Somehow, Hiroyuki Sanada has been preparing for Shogun for decades. The veteran actor, familiar with projects including Sunshine and Bullet train, took on a leading role for the FX period drama, not only playing Lord Yoshii Toranaga, but becoming actively involved as a producer, focusing on ensuring the details of the 16th century-set series were accurate. “That's a very significant point for me,” he says.

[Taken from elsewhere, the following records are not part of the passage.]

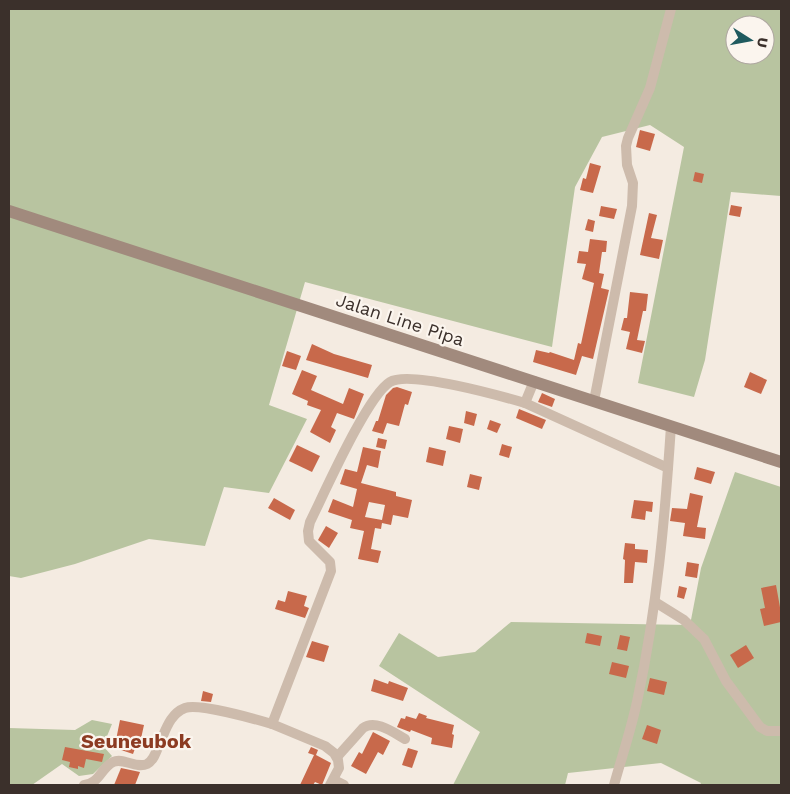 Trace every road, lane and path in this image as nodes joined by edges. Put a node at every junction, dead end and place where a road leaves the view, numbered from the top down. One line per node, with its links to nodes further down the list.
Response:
1 (671, 9): 4 (street)
2 (9, 211): 3 (main road, Jalan Line Pipa)
3 (534, 381): 4 (main road, Jalan Line Pipa); 5 (street)
4 (594, 401): 6 (main road, Jalan Line Pipa)
5 (525, 403): 8 (street); 10 (street)
6 (671, 426): 7 (main road, Jalan Line Pipa); 8 (street)
7 (781, 462)
8 (668, 468): 9 (street)
9 (655, 602): 11 (street); 17 (street)
10 (272, 724): 13 (street); 15 (street)
11 (781, 731)
12 (405, 740): 13 (street)
13 (337, 757): 14 (street)
14 (332, 782): 16 (street)
15 (84, 785)
16 (344, 785)
17 (614, 785) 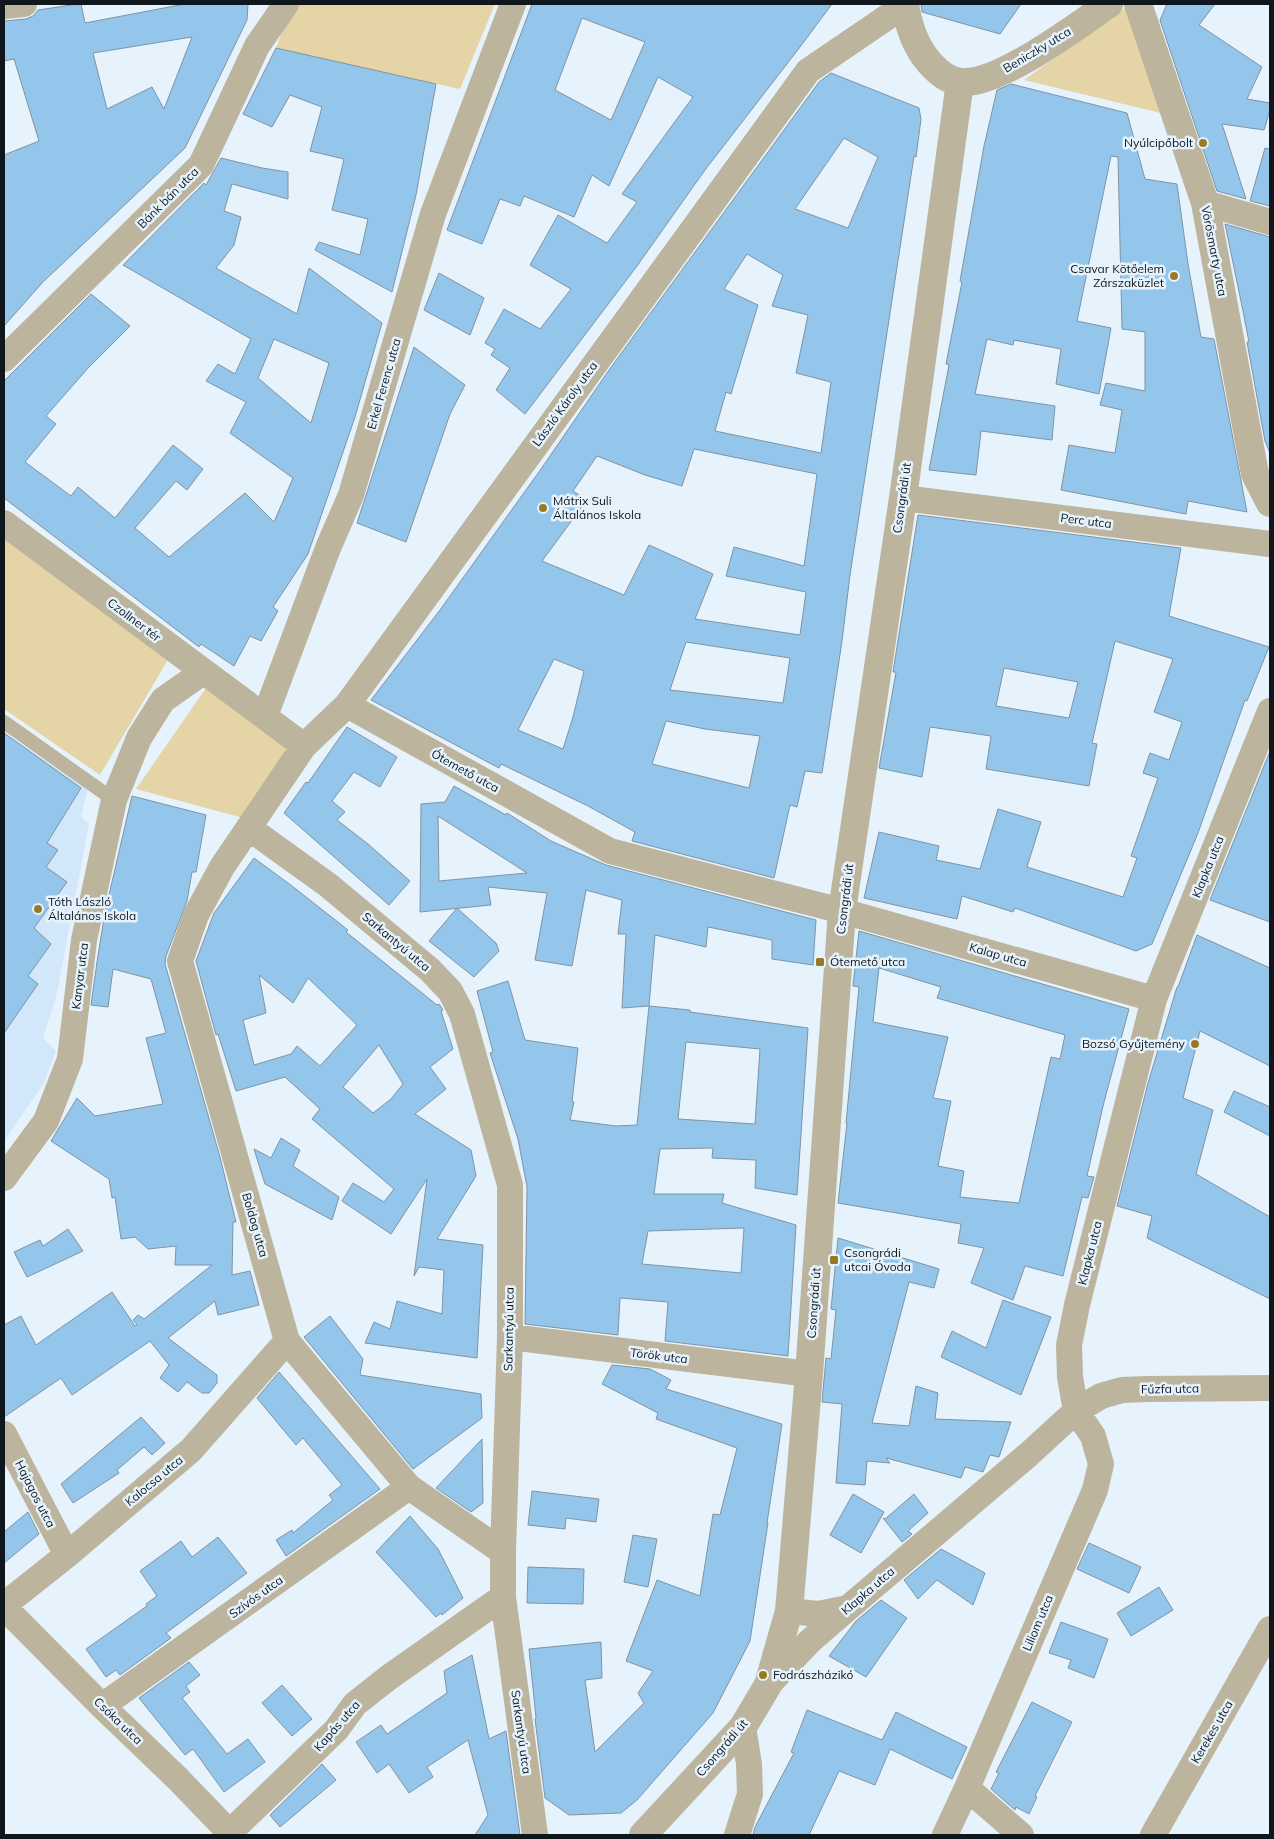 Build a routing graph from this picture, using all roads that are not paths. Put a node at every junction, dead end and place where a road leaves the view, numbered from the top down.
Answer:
1 (24, 4) edge
2 (286, 4) edge
3 (513, 4) edge
4 (905, 4) edge
5 (1109, 4) edge
6 (1138, 4) edge
7 (4, 6) edge
8 (960, 82) junction
9 (1205, 203) junction
10 (1270, 222) edge
11 (4, 359) edge
12 (903, 498) junction
13 (1270, 503) edge
14 (4, 524) edge
15 (1270, 544) edge
16 (203, 672) junction
17 (347, 705) junction
18 (1270, 712) edge
19 (265, 716) junction
20 (4, 722) edge
21 (304, 746) junction
22 (114, 800) junction
23 (249, 828) junction
24 (842, 911) junction
25 (1154, 999) junction
26 (4, 1178) edge
27 (510, 1337) junction
28 (287, 1341) junction
29 (809, 1374) junction
30 (1270, 1388) edge
31 (1076, 1411) junction
32 (4, 1434) edge
33 (409, 1487) junction
34 (503, 1552) junction
35 (67, 1555) junction
36 (503, 1597) junction
37 (4, 1606) edge
38 (848, 1608) junction
39 (789, 1610) junction
40 (1270, 1629) edge
41 (768, 1685) junction
42 (102, 1706) junction
43 (743, 1726) junction
44 (967, 1788) junction
45 (230, 1834) edge
46 (535, 1835) edge
47 (643, 1835) edge
48 (737, 1835) edge
49 (945, 1835) edge
50 (1022, 1835) edge
51 (1153, 1835) edge

1 - 7 street
2 - 11 street, Bánk bán utca
3 - 19 street, Erkel Ferenc utca
4 - 8 street
4 - 17 street, László Károly utca
5 - 8 street, Beniczky utca
6 - 9 street, Vörösmarty utca
8 - 12 street, Csongrádi út
9 - 10 street
9 - 13 street, Vörösmarty utca
12 - 15 street, Perc utca
12 - 24 street, Csongrádi út
14 - 16 street, Czollner tér
16 - 19 street, Czollner tér
16 - 22 street, Kanyar utca
17 - 21 street, László Károly utca
17 - 24 street, Ótemető utca
18 - 25 street, Klapka utca
19 - 21 street
20 - 22 lane
21 - 23 street, László Károly utca
22 - 26 street, Kanyar utca
23 - 27 street, Sarkantyú utca
23 - 28 street, Boldog utca
24 - 25 street, Kalap utca
24 - 29 street, Csongrádi út
25 - 31 street, Klapka utca
27 - 29 street, Török utca
27 - 34 street, Sarkantyú utca
28 - 33 street, Boldog utca
28 - 35 street, Kalocsa utca
29 - 39 street, Csongrádi út
30 - 31 street, Fűzfa utca
31 - 38 street, Klapka utca
31 - 44 street, Liliom utca
32 - 35 street, Hajagos utca
33 - 34 street, Boldog utca
33 - 42 street, Szívós utca
34 - 36 street, Sarkantyú utca
35 - 37 street, Kalocsa utca
36 - 45 street, Kapás utca
36 - 46 street, Sarkantyú utca
37 - 42 street, Csóka utca
38 - 39 street
38 - 41 street, Klapka utca
39 - 41 street, Csongrádi út
40 - 51 street, Kerekes utca
41 - 43 street, Csongrádi út
42 - 45 street, Csóka utca
43 - 47 street, Csongrádi út
43 - 48 street
44 - 49 street, Liliom utca
44 - 50 street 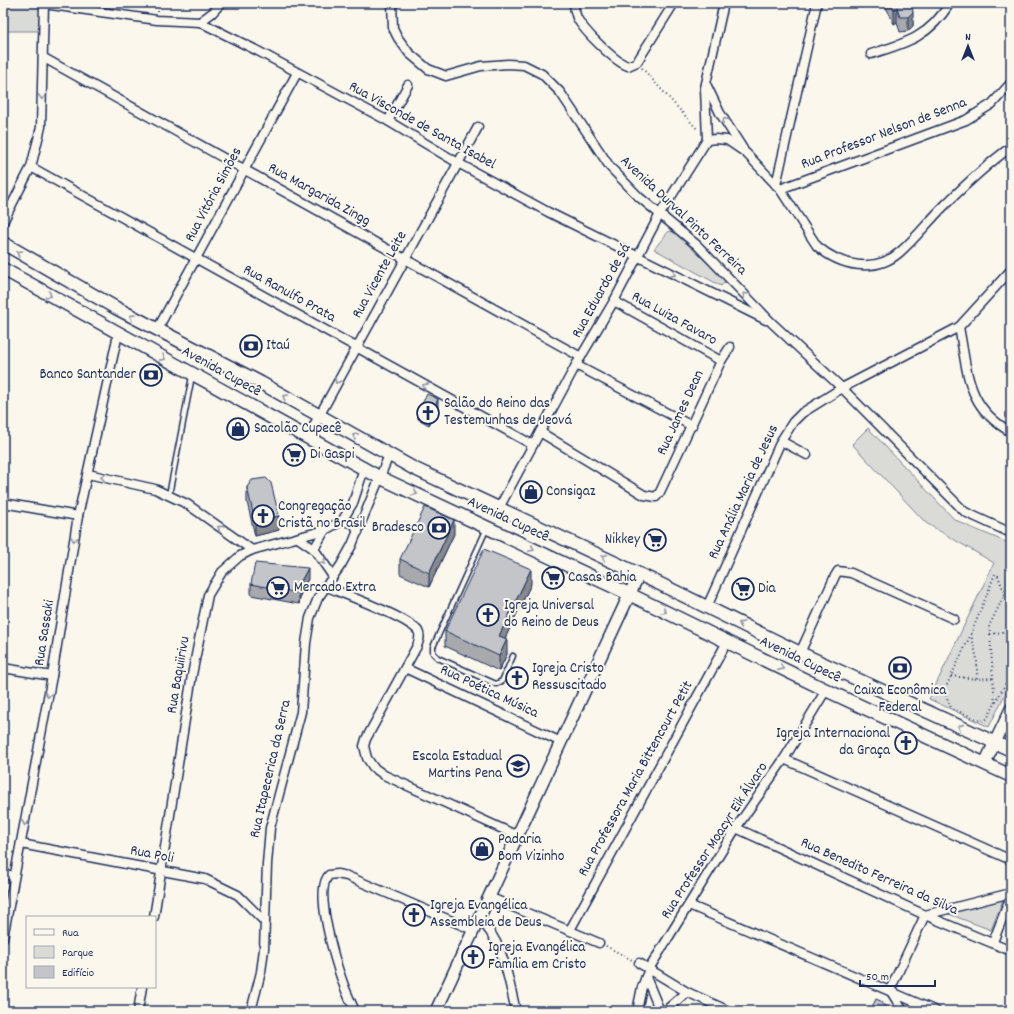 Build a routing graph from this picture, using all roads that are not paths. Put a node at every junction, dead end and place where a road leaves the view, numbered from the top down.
1 (222, 3) edge
2 (393, 3) edge
3 (574, 3) edge
4 (674, 3) edge
5 (724, 3) edge
6 (817, 3) edge
7 (950, 3) edge
8 (44, 4) edge
9 (200, 22) junction
10 (871, 54) dead end
11 (44, 58) junction
12 (296, 73) junction
13 (1011, 83) edge
14 (706, 84) junction
15 (408, 85) dead end
16 (388, 121) junction
17 (478, 127) dead end
18 (707, 140) junction
19 (1011, 147) edge
20 (746, 153) junction
21 (458, 163) junction
22 (31, 167) junction
23 (244, 169) junction
24 (778, 187) junction
25 (660, 214) junction
26 (3, 222) edge
27 (3, 244) edge
28 (638, 256) junction
29 (196, 258) junction
30 (405, 258) junction
31 (3, 269) edge
32 (1011, 270) edge
33 (614, 301) junction
34 (772, 323) junction
35 (960, 327) junction
36 (157, 330) junction
37 (118, 334) junction
38 (730, 347) dead end
39 (356, 348) junction
40 (581, 357) junction
41 (721, 361) junction
42 (576, 365) junction
43 (192, 374) junction
44 (842, 388) junction
45 (319, 415) junction
46 (692, 426) junction
47 (540, 432) junction
48 (1011, 432) edge
49 (307, 438) junction
50 (781, 441) junction
51 (533, 445) junction
52 (808, 454) dead end
53 (389, 455) junction
54 (364, 469) junction
55 (88, 474) junction
56 (379, 477) junction
57 (169, 495) junction
58 (3, 503) edge
59 (499, 508) junction
60 (78, 516) junction
61 (342, 520) junction
62 (487, 528) junction
63 (325, 530) junction
64 (358, 532) junction
65 (1011, 534) edge
66 (298, 538) junction
67 (314, 549) junction
68 (252, 550) junction
69 (639, 574) junction
70 (332, 575) junction
71 (325, 586) junction
72 (629, 594) junction
73 (707, 607) junction
74 (954, 619) dead end
75 (728, 642) junction
76 (800, 653) junction
77 (513, 656) dead end
78 (3, 668) edge
79 (405, 668) junction
80 (52, 676) junction
81 (826, 690) junction
82 (1011, 709) edge
83 (561, 742) junction
84 (996, 743) junction
85 (1011, 750) edge
86 (784, 760) junction
87 (985, 763) junction
88 (1011, 776) edge
89 (736, 828) junction
90 (518, 836) junction
91 (21, 844) junction
92 (1011, 860) edge
93 (162, 872) junction
94 (3, 874) edge
95 (14, 876) junction
96 (1011, 895) edge
97 (489, 897) junction
98 (689, 905) junction
99 (925, 915) junction
100 (154, 916) edge
101 (478, 918) junction
102 (265, 922) junction
103 (473, 930) junction
104 (570, 930) junction
105 (3, 938) edge
106 (993, 942) junction
107 (599, 943) road end
108 (1011, 951) edge
109 (639, 963) road end
110 (648, 973) junction
111 (142, 988) edge
112 (890, 990) junction
113 (686, 992) junction
114 (438, 1009) edge
115 (138, 1011) edge
116 (251, 1011) edge
117 (355, 1011) edge
118 (516, 1011) edge
119 (637, 1011) edge
120 (660, 1011) edge
121 (665, 1011) edge
122 (729, 1011) edge
123 (903, 1011) edge
124 (936, 1011) edge

1 - 9 street
2 - 25 street, Avenida Durval Pinto Ferreira
3 - 4 street
5 - 14 street
6 - 24 street
7 - 10 street
8 - 9 street, Rua Visconde de Santa Isabel
8 - 11 street
9 - 12 street, Rua Visconde de Santa Isabel
11 -> 22 street
11 - 23 street, Rua Margarida Zingg
12 - 16 street, Rua Visconde de Santa Isabel
12 - 23 street, Rua Vitória Simões
13 - 24 street, Rua Professor Nelson de Senna
14 - 18 street
20 -> 14 street
15 - 16 street
16 - 21 street, Rua Visconde de Santa Isabel
17 - 21 street, Rua Vicente Leite
18 - 20 street
18 - 25 street, Rua Eduardo de Sá
19 - 24 street
20 - 24 street
21 - 28 street, Rua Visconde de Santa Isabel
21 - 30 street, Rua Vicente Leite
22 - 26 street
22 - 29 street, Rua Ranulfo Prata
23 - 29 street, Rua Vitória Simões
23 - 30 street, Rua Margarida Zingg
25 - 28 street, Rua Eduardo de Sá
34 -> 25 street, Avenida Durval Pinto Ferreira
36 -> 27 main road, Avenida Cupecê
28 - 33 street, Rua Eduardo de Sá
28 -> 34 street, Rua Visconde de Santa Isabel
29 - 36 street, Rua Vitória Simões
29 - 39 street, Rua Ranulfo Prata
30 - 39 street, Rua Vicente Leite
30 - 40 street, Rua Margarida Zingg
31 -> 37 main road, Avenida Cupecê
32 - 35 street
33 - 40 street, Rua Eduardo de Sá
33 - 41 street, Rua Luiza Favaro
34 - 44 street, Avenida Durval Pinto Ferreira
35 - 44 street, Rua Anália Maria de Jesus
35 - 48 street
45 -> 36 main road, Avenida Cupecê
37 -> 43 main road, Avenida Cupecê
37 - 55 street, Rua Sassaki
38 - 41 street, Rua James Dean
39 -> 45 street, Rua Vicente Leite
51 -> 39 street, Rua Ranulfo Prata
40 - 42 street, Rua Eduardo de Sá
41 - 46 street, Rua James Dean
42 - 46 street
42 - 47 street, Rua Eduardo de Sá
43 - 49 main road, Avenida Cupecê
43 - 57 lane
44 - 50 street, Rua Anália Maria de Jesus
44 - 65 street, Avenida Durval Pinto Ferreira
45 - 49 street, Rua Vicente Leite
53 -> 45 main road, Avenida Cupecê
46 - 47 street, Rua James Dean
47 - 51 street, Rua Eduardo de Sá
49 - 54 main road, Avenida Cupecê
50 - 52 street
50 - 73 street, Rua Anália Maria de Jesus
51 - 59 street, Rua Eduardo de Sá
53 - 56 street, Rua Itapecerica da Serra
53 - 59 main road, Avenida Cupecê
54 - 56 main road, Avenida Cupecê
54 - 61 street, Rua Baquiirivu
57 -> 55 street
55 - 60 street, Rua Sassaki
56 -> 62 main road, Avenida Cupecê
56 - 64 street, Rua Itapecerica da Serra
68 -> 57 street
58 - 60 street
69 -> 59 main road, Avenida Cupecê
60 -> 80 street, Rua Sassaki
61 - 63 street, Rua Baquiirivu
61 - 64 street
62 -> 72 main road, Avenida Cupecê
62 - 77 lane
63 - 66 street, Rua Baquiirivu
63 - 67 street
64 - 70 street, Rua Itapecerica da Serra
66 - 67 street
66 - 68 street, Rua Baquiirivu
67 -> 70 street
68 - 93 street, Rua Baquiirivu
69 - 72 street
69 - 73 main road, Avenida Cupecê
70 - 71 street, Rua Itapecerica da Serra
71 - 79 street
71 - 102 street, Rua Itapecerica da Serra
72 -> 75 main road, Avenida Cupecê
72 - 83 street
76 -> 73 main road, Avenida Cupecê
74 - 76 street
75 -> 81 main road, Avenida Cupecê
75 - 104 street, Rua Professora Maria Bittencourt Petit
84 -> 76 main road, Avenida Cupecê
78 - 80 street
79 - 83 street, Rua Poética Música
79 - 90 street
80 -> 91 street, Rua Sassaki
81 - 86 street, Rua Professor Moacyr Eik Álvaro
81 - 87 main road, Avenida Cupecê
82 - 84 street
83 - 90 street
84 - 85 main road, Avenida Cupecê
84 - 87 street
86 - 89 street, Rua Professor Moacyr Eik Álvaro
86 - 92 street
87 - 88 main road, Avenida Cupecê
89 - 98 street, Rua Professor Moacyr Eik Álvaro
89 - 99 street, Rua Benedito Ferreira da Silva
90 - 97 street
91 - 93 street, Rua Poli
91 - 95 street, Rua Sassaki
93 - 100 street, Rua Baquiirivu
93 - 102 street, Rua Poli
94 - 95 street
95 - 105 street, Rua Sassaki
96 - 99 street
96 - 106 street
97 - 101 street
97 - 104 street
98 - 110 street, Rua Professor Moacyr Eik Álvaro
98 - 112 street
99 - 106 street, Rua Benedito Ferreira da Silva
99 - 112 street
101 - 103 street
101 - 118 street
102 - 116 street, Rua Itapecerica da Serra
103 - 114 street
103 - 117 street
104 - 107 street
106 - 108 street, Rua Benedito Ferreira da Silva
109 - 110 street
110 - 113 street
110 - 119 street, Rua Professor Moacyr Eik Álvaro
110 - 120 street
111 - 115 street
112 - 123 street
112 - 124 street
113 - 121 street
113 - 122 street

Consequence during a sit-down interview. “Why not jump in and make it authentic?”
Based on the classic novel by James Clavell, Shogun It's technically a fictional story about a Westerner (Cosmo Jarvis) who arrives on Japanese shores just as the country faces a major political crisis. However, his inspiration closely approximates real historical figures of the time, and since childhood, Sanada read about this era. Not only that, but as an actor in historical dramas, he says, he has played several real-life samurai about which Shogun Characters were based on it, including Tokugawa Ieyasu, the first Shōgun in history and the inspiration for Toranaga.
“It seemed very familiar to me,” he says of that time. “We had a fictional novel and our original script, so I followed my script more than the actual story. [But] That's why we needed to be as authentic as possible, so that the story and the characters were believable.”
Shogun is one of several high-profile projects Sanada has worked on in recent years, all drawing on his experience as a martial artist and with different tones. Due to schedules and other global concerns, his casting Shogun preceded the filming of many of those roles: Sanada filmed the recent remake of Mortal Kombat just before the pandemic, while his first project after the lockdown was Bullet train, which was filmed before the arrival of vaccines. “We were scared, on the little train, fighting with the boys,” she says.
He followed Bullet train up to date with its appearance in John Wick: Chapter 4at which time I also had a production schedule for Shogun. Then, “right after they killed me [in John Wick]”, he laughs, went to Vancouver for the long shoot, followed by post-production (“right after we finished all the ADR for the SAG actors, on strike”).
Immediately after the SAG strike ended, Sanada went to Australia to film. mortal kombat 2which ended before Christmas 2024, leaving him free to focus on promotion. Shogun. “Excellent timing,” she says.